Duties and Responsibilities
- Study data curation strategies in use on other campuses and in other fields, including the sciences, and develop a set of recommendations for best practices for the curation of humanities data. This work will be done in consultation with the online DH Curation Guide and will form the basis of contributing new resources and information to that guide.
- Seek solutions for linking humanities data and datasets to related scholarship in new forms of interactive publications; the fellow will be encouraged to consult and seek partnerships with relevant initiatives such as Open Humanities Press as well as with ARC partners, including JSTOR, ECCO (Eighteenth Century Collections Online) and Project MUSE
- Assist with proofing, preparation, and publication of editions for the Piers Plowman Electronic Archive
- Present original research at professional conferences as appropriate
- Collaborate with software developers on the creation, modification, and augmentation of tools related to digital projects in the field. Specific examples include development of BigDIVA (www.bigdiva.org), a visual search interface for humanities data being developed jointly by NC State and Texas A&M University, and development of MEDE, an interface for publishing editions of Middle English manuscripts and texts being developed for SEENET.
- Conduct user testing of software and web portals using the NCSU Libraries’ Usability Research Lab
- Use social media for public outreach related to NCSU Libraries, the Data Curation Fellowship program, and medieval studies projects on which the fellow is working
- Participate in the organization of workshops and symposia, including digital public humanities events and meetings of the Advanced Research Consortium held on NCSU’s campus
Local Guidance and Professional Development Support
As a member of the Digital Library Initiatives (DLI) Department the fellow would be part of a 14-person team that works in the areas of data curation, digital repositories, web and mobile applications, digital media, social media, data visualization, and geospatial data. The fellow would participate in departmental teams and meetings, and would have the opportunity to collaborate with staff who have a variety of technical and domain-specific skill sets. The fellow would have access to technology support and consultation services from DLI staff members as well as from the Information Technology Department, which maintains the Libraries’ technical infrastructure.
The fellow would work closely with Professor Timothy Stinson in the Department of English on the three interdisciplinary projects listed above, as well as with Professor James Knowles of English, the project manager for PPEA. Cumulatively, these projects include a wide variety of data related to medieval studies, including XML-encoded transcriptions and descriptions of manuscripts, images of manuscripts from PPEA and SEENET editions, and approximately 2 million RDF metadata records from ARC member projects.
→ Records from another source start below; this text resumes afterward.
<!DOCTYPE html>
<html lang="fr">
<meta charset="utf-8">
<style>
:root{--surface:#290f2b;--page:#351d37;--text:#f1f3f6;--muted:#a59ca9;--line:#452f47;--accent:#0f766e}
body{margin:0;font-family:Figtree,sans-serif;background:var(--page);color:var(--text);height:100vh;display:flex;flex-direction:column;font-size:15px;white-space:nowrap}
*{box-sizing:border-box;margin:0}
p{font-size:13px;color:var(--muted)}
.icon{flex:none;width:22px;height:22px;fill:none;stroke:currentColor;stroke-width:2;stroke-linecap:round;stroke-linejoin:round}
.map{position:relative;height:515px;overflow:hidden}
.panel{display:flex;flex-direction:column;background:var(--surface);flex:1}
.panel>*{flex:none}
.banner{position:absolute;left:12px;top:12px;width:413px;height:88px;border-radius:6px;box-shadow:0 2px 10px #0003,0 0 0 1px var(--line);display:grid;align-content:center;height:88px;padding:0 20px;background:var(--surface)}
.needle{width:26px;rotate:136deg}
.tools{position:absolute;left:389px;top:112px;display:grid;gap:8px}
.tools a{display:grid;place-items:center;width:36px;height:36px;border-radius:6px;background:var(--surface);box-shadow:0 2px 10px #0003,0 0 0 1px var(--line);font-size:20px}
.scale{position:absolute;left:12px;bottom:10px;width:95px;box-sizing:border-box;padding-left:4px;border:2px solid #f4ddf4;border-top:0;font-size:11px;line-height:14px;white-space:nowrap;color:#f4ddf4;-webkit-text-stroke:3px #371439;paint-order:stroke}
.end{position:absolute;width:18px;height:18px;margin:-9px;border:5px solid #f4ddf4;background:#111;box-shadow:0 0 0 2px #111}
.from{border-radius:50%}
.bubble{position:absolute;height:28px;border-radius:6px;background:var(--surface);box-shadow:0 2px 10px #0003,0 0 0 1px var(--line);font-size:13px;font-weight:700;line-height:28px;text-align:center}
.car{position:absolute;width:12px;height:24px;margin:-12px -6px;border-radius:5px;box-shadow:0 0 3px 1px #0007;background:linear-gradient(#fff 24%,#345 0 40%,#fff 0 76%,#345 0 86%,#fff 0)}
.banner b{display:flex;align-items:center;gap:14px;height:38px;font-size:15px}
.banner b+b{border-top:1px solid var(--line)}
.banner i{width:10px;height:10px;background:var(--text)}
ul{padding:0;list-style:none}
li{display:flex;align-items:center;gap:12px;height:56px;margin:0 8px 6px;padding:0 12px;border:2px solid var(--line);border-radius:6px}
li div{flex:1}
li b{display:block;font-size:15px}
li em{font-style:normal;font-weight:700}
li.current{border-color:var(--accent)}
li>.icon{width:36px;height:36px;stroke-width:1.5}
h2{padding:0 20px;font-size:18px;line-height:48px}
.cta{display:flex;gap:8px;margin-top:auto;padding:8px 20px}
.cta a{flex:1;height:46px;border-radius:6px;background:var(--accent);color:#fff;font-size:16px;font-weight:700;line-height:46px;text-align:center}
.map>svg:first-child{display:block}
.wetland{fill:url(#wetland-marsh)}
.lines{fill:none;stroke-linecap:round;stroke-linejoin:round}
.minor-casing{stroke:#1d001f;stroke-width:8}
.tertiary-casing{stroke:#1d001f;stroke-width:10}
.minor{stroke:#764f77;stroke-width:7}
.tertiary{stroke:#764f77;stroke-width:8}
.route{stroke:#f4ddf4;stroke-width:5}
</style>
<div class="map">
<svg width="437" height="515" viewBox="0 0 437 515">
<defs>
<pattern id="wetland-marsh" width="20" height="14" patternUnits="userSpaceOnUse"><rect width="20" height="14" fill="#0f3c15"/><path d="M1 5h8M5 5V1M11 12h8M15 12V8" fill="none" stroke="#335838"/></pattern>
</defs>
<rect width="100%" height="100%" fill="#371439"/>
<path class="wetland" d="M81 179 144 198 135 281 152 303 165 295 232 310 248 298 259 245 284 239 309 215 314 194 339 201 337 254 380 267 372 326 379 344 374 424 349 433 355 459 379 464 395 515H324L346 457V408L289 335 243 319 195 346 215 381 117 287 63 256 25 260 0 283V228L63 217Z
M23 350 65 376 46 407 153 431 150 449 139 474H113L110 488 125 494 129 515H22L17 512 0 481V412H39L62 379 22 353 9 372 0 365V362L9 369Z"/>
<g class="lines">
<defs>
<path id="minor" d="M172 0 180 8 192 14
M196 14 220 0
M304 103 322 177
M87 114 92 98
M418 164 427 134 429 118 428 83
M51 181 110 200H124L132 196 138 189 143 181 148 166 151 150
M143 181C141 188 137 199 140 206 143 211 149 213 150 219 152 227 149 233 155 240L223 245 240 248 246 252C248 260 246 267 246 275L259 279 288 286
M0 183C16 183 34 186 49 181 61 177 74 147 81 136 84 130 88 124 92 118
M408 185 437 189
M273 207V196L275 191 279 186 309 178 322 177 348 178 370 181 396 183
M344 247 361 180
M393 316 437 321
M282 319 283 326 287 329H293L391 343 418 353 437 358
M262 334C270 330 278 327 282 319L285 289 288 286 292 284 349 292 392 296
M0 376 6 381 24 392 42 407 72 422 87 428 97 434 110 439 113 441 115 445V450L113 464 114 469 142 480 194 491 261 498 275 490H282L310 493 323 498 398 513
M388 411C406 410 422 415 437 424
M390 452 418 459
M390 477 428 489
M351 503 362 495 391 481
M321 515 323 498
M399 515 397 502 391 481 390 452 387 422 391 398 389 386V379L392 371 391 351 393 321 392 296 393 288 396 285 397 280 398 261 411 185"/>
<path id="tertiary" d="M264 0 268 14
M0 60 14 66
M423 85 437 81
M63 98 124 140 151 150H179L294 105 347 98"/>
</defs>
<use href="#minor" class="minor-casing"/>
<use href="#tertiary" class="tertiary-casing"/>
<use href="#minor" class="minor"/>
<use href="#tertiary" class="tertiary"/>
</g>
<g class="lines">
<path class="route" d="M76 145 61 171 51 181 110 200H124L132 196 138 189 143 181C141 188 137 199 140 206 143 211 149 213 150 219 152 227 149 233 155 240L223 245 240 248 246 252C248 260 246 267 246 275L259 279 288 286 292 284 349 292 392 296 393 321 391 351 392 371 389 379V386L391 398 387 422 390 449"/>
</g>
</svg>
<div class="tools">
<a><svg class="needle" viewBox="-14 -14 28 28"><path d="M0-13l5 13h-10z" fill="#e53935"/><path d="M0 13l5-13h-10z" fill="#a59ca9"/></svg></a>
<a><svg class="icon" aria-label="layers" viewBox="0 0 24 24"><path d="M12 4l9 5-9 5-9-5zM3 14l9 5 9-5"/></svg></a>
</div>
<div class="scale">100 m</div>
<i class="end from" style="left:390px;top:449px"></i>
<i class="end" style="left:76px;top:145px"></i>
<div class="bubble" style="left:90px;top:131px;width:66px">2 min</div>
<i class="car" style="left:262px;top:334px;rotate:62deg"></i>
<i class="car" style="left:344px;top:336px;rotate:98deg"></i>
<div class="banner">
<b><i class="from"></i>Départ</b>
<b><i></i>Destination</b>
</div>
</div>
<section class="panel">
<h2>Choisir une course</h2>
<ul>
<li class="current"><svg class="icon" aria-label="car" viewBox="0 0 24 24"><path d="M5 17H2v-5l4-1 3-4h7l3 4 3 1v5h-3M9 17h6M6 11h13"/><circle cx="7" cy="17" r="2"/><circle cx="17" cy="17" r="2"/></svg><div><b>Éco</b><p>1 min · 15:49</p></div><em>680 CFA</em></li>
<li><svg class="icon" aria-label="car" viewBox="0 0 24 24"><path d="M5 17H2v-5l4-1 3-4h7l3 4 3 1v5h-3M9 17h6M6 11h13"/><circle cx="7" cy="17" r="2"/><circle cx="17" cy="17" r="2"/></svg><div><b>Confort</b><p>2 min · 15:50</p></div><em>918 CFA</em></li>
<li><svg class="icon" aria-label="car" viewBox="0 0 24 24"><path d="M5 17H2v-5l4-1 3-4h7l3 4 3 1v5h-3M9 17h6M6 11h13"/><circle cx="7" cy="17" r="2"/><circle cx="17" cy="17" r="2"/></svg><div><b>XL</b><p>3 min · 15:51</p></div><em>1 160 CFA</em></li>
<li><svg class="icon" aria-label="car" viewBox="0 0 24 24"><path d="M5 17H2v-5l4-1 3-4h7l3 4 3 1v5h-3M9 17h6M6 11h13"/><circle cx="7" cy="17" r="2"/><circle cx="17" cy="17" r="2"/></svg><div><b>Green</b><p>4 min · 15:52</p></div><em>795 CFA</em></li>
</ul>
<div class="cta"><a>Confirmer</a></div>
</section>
The fellow would be encouraged to be part of the intellectual life of the English department, including speakers series, symposia, and workshops, and would be offered the option of teaching one or more medieval studies courses in the department during his or her tenure. The fellow will also be joining a vibrant community of medievalists spanning the closely linked campuses of NCSU, UNC Chapel Hill, and Duke University. Opportunities include participating in the Triangle Medieval Studies Seminar, the UNC Medieval & Early Modern Lecture Series, the Duke Medieval & Renaissance Lecture Series, colloquia at the Center for Medieval and Renaissance Studies, and special events at the nearby National Humanities Center.